# YOUR TASK
Gather up every line from the entries below that uses the word "Teoh".

(Saved data entries)
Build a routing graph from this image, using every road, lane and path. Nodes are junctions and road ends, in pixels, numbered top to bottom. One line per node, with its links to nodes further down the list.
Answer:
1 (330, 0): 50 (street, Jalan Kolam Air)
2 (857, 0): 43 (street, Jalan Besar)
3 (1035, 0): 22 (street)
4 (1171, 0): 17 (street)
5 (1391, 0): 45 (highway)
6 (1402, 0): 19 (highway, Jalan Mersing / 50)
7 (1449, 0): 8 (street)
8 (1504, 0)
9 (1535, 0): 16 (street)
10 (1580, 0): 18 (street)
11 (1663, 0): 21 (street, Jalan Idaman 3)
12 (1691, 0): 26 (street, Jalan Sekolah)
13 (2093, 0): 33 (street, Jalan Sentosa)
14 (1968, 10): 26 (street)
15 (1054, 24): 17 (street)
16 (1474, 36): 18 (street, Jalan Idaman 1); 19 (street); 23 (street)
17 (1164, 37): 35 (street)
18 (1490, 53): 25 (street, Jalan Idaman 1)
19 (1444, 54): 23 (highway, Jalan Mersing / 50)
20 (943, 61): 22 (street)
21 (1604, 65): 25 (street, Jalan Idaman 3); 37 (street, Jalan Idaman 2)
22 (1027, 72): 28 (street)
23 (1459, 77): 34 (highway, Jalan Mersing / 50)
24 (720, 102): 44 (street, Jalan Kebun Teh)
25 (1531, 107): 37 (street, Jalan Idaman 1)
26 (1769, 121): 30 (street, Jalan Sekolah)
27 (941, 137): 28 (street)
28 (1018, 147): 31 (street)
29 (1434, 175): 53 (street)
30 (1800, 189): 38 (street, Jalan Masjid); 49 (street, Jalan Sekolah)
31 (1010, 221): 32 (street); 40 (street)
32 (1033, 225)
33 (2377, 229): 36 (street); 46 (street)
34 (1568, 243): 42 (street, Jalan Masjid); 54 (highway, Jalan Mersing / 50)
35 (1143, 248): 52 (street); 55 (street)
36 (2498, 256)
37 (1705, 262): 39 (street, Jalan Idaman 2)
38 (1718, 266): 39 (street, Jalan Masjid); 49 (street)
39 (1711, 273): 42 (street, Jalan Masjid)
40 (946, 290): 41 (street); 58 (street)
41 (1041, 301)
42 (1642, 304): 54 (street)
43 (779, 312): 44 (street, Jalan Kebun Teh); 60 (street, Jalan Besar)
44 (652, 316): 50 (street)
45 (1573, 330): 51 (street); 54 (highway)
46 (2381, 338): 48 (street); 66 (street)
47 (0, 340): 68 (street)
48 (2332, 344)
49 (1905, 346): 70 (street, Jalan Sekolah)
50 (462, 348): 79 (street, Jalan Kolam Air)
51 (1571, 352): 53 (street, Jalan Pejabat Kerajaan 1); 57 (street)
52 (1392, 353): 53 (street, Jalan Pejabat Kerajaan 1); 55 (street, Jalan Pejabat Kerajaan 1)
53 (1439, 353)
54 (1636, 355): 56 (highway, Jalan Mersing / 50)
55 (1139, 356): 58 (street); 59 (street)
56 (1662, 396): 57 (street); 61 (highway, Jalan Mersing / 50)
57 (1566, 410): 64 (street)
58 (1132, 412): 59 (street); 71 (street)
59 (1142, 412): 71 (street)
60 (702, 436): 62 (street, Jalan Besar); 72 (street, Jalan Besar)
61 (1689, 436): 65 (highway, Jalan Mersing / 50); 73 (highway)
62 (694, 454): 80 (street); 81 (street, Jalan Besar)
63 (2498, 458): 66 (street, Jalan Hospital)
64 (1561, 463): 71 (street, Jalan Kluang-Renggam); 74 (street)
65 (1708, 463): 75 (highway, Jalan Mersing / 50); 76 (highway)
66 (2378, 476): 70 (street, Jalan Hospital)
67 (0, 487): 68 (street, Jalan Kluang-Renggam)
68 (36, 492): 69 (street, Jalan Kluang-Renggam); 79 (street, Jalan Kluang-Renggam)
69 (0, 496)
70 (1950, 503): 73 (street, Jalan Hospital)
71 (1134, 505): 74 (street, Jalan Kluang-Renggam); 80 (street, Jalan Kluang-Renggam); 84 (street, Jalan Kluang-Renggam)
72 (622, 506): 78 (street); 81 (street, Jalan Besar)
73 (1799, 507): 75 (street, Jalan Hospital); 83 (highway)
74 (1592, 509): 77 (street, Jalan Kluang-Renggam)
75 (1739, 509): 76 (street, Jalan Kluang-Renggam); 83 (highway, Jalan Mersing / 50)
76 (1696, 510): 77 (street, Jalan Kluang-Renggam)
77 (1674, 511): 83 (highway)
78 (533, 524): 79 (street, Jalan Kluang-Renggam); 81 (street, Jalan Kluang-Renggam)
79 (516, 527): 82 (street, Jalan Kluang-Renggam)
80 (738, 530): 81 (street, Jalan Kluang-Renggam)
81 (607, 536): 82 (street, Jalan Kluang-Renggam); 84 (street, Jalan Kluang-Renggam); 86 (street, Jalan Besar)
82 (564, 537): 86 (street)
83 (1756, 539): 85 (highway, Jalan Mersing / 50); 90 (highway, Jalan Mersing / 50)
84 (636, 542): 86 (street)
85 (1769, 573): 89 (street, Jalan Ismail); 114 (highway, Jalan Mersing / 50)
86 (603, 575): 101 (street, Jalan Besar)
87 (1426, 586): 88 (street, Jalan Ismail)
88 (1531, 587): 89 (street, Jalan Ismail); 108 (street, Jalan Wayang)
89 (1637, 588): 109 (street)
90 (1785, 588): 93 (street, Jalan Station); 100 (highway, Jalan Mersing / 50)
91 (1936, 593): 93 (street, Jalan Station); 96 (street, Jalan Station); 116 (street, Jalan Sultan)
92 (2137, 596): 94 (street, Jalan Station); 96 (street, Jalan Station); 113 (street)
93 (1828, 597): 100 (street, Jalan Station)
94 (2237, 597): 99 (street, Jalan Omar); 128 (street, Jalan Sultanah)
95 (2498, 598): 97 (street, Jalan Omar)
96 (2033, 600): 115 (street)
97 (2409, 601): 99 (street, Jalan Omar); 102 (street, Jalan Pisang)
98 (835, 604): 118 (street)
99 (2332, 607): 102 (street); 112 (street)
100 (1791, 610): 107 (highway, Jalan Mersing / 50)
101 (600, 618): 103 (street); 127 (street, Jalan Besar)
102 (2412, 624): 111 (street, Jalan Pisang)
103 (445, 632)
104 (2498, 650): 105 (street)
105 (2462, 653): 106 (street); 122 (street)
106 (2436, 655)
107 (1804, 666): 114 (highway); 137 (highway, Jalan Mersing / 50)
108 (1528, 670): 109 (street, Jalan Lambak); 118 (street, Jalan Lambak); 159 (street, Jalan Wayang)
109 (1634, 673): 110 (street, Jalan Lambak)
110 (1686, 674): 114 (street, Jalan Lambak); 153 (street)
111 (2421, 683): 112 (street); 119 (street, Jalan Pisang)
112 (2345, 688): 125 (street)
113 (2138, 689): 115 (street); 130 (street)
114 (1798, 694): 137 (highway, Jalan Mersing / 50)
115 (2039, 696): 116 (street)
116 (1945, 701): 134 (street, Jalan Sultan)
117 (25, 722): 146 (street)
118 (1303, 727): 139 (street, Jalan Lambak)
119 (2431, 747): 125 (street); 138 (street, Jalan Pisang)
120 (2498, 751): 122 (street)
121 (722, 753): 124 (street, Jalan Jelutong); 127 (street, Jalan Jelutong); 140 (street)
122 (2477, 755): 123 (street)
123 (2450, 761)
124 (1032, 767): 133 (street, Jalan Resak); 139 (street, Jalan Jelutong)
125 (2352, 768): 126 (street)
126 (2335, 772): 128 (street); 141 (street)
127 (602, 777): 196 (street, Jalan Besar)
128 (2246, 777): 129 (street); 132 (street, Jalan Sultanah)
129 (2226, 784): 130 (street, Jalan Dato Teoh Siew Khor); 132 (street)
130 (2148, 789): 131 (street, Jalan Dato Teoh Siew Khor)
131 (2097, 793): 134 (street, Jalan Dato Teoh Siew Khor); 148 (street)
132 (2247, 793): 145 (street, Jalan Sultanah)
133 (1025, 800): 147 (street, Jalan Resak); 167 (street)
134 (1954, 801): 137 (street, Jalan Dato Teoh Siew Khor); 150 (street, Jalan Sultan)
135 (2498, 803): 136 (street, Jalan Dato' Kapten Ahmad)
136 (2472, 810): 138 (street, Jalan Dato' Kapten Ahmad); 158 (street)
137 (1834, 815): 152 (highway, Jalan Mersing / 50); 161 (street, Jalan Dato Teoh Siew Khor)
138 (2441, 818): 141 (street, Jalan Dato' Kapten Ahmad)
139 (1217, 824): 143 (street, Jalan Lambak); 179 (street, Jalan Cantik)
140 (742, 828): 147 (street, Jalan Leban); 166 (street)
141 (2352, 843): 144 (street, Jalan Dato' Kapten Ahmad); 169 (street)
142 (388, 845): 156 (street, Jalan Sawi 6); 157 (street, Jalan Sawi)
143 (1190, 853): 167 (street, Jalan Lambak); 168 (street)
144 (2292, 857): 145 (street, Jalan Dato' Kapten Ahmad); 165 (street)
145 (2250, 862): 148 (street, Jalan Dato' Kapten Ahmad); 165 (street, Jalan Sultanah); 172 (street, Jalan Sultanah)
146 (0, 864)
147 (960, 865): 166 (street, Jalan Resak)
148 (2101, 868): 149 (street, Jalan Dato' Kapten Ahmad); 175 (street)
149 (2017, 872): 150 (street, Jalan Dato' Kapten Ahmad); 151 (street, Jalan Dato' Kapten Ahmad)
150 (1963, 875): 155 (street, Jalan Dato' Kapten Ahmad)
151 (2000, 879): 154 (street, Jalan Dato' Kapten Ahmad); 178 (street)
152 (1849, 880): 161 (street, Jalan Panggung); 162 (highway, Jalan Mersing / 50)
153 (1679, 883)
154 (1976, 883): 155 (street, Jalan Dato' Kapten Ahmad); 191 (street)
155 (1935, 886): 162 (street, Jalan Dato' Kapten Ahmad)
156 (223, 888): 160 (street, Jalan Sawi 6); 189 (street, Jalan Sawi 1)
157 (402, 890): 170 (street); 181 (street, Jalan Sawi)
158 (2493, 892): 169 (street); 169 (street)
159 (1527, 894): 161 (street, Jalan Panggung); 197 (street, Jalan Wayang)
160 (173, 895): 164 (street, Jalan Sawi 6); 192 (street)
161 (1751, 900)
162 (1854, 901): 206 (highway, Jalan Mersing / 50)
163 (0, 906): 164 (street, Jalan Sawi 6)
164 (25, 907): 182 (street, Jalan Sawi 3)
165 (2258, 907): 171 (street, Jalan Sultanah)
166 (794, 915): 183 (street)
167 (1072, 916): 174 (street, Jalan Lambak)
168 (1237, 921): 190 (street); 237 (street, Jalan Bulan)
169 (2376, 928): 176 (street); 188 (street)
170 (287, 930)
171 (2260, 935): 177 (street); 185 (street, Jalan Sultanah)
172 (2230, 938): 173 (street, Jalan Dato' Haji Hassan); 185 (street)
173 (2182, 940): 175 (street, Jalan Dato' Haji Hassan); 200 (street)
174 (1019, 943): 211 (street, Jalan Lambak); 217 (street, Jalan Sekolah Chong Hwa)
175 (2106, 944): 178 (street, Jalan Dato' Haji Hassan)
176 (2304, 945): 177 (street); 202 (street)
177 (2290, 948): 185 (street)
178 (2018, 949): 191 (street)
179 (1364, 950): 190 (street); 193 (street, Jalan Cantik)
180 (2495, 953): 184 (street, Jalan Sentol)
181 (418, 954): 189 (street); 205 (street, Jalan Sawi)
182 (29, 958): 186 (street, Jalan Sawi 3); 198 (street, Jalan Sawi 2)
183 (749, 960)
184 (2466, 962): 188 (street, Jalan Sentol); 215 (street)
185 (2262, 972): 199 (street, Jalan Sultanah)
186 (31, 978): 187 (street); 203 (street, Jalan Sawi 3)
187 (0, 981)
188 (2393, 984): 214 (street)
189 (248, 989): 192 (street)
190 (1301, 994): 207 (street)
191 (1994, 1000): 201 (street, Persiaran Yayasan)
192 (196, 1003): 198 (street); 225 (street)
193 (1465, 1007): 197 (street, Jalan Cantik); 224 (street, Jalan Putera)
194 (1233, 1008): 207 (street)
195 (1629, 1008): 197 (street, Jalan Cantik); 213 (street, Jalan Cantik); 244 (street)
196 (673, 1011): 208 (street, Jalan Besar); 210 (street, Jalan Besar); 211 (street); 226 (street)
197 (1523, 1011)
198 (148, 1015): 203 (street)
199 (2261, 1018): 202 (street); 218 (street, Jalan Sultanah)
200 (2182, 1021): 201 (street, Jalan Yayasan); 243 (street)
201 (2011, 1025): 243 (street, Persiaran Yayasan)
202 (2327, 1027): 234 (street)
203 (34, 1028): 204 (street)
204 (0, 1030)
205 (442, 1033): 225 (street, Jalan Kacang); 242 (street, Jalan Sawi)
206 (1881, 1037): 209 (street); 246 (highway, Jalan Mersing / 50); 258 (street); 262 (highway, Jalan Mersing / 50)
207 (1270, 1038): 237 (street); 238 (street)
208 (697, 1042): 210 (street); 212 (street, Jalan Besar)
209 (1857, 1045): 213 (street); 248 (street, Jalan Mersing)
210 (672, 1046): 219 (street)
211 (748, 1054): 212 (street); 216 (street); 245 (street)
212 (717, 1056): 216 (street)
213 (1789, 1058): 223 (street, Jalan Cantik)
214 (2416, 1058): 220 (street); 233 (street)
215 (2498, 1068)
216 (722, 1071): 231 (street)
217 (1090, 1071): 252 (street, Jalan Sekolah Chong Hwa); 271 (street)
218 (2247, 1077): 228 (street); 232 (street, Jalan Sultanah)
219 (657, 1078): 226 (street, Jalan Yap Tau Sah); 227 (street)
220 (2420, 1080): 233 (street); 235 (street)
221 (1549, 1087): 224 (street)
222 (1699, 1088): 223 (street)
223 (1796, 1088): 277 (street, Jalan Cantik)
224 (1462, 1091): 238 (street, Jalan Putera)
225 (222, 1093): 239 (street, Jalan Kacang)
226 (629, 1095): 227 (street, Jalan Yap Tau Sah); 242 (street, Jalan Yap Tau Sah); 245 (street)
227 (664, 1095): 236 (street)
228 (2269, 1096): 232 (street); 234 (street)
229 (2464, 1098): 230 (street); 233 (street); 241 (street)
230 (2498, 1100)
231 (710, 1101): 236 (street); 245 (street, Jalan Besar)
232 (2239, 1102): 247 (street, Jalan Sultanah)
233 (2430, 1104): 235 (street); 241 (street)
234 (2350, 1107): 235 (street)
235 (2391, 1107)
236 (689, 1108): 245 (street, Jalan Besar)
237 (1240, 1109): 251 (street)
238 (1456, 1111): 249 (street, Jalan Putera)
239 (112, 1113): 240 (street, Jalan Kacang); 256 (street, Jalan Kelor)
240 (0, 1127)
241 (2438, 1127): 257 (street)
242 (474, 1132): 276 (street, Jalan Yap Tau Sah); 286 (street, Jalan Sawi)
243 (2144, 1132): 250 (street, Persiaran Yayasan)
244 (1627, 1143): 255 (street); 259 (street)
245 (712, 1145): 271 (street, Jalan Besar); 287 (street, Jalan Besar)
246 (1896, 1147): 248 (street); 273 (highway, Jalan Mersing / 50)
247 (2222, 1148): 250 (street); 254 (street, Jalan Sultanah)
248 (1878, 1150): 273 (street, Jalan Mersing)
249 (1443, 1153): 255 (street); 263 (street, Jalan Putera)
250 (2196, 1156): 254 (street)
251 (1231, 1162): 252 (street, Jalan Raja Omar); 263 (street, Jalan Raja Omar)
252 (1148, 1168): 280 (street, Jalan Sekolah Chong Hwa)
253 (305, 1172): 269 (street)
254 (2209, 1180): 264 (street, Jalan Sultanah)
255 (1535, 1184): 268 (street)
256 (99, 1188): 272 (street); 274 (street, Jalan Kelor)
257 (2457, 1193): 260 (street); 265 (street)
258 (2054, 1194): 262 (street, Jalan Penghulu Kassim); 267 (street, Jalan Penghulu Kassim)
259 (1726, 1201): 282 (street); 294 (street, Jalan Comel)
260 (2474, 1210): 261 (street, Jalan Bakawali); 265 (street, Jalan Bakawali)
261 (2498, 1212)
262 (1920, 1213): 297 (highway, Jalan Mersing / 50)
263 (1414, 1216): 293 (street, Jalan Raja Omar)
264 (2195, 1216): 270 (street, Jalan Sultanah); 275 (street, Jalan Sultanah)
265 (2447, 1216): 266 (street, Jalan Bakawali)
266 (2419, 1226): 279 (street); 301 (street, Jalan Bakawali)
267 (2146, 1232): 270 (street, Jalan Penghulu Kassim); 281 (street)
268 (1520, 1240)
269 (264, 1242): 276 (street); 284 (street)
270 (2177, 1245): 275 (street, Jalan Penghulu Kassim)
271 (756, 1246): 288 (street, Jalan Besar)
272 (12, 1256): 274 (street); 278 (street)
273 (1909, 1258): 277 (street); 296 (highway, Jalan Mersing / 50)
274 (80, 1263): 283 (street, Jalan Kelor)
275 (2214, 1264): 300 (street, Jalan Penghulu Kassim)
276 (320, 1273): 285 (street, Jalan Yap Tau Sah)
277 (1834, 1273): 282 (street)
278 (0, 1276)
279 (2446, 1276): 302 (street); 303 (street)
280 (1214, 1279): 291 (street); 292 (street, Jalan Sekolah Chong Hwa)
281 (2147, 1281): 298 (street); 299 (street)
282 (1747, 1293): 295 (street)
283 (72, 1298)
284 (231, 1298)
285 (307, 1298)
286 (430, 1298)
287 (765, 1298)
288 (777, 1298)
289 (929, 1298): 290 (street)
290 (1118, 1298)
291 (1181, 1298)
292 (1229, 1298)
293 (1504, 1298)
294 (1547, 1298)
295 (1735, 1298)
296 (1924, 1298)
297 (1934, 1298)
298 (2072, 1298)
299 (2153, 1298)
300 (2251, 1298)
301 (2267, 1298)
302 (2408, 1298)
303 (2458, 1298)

# EXPECTED OUTPUT
129 (2226, 784): 130 (street, Jalan Dato Teoh Siew Khor); 132 (street)
130 (2148, 789): 131 (street, Jalan Dato Teoh Siew Khor)
131 (2097, 793): 134 (street, Jalan Dato Teoh Siew Khor); 148 (street)
134 (1954, 801): 137 (street, Jalan Dato Teoh Siew Khor); 150 (street, Jalan Sultan)
137 (1834, 815): 152 (highway, Jalan Mersing / 50); 161 (street, Jalan Dato Teoh Siew Khor)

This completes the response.